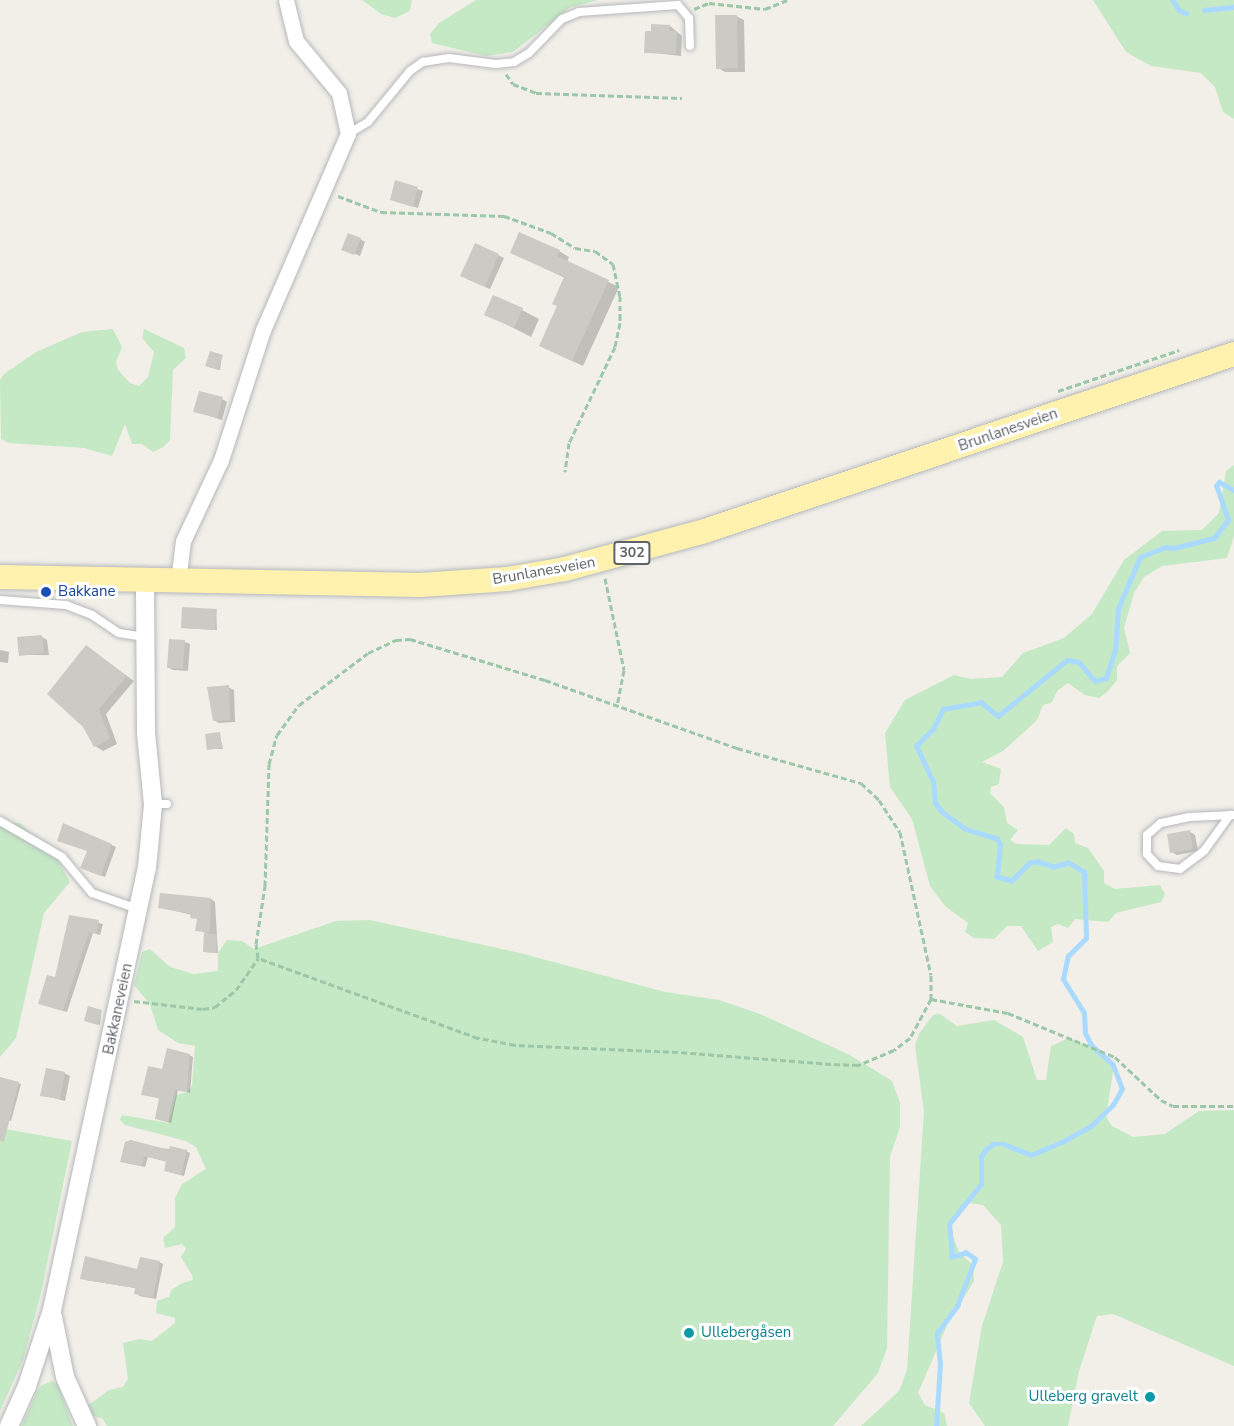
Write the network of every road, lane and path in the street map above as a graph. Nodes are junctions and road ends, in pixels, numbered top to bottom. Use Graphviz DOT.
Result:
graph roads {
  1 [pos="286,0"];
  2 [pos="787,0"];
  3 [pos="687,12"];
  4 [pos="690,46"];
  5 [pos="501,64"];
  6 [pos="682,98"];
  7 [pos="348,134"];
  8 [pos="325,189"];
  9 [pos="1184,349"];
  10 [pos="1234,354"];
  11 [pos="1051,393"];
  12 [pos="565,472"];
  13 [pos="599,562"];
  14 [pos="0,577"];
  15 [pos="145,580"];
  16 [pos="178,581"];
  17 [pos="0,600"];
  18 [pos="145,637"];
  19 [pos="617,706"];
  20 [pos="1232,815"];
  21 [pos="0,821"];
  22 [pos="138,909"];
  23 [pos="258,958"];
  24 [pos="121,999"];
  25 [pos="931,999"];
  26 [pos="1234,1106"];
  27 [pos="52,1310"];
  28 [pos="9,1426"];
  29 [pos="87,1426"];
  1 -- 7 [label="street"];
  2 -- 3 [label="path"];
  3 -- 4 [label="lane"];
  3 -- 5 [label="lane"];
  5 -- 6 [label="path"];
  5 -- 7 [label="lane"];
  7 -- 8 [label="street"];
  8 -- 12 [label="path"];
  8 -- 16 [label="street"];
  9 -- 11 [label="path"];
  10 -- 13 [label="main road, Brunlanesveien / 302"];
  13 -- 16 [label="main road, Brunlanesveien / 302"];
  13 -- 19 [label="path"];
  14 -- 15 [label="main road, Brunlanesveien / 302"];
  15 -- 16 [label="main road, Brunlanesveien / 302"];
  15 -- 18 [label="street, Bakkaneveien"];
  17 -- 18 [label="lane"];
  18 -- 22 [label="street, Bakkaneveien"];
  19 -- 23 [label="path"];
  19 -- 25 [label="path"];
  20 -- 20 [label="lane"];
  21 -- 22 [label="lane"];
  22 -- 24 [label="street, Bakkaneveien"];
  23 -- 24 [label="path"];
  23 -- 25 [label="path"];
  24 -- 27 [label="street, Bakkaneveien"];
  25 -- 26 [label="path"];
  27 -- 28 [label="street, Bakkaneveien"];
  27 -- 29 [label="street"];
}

--------------------

→ What the task requires
Each line containing "Bakkaneveien" belongs in the answer; pick these out of the material and copy them.

→ Solved problem
  15 -- 18 [label="street, Bakkaneveien"];
  18 -- 22 [label="street, Bakkaneveien"];
  22 -- 24 [label="street, Bakkaneveien"];
  24 -- 27 [label="street, Bakkaneveien"];
  27 -- 28 [label="street, Bakkaneveien"];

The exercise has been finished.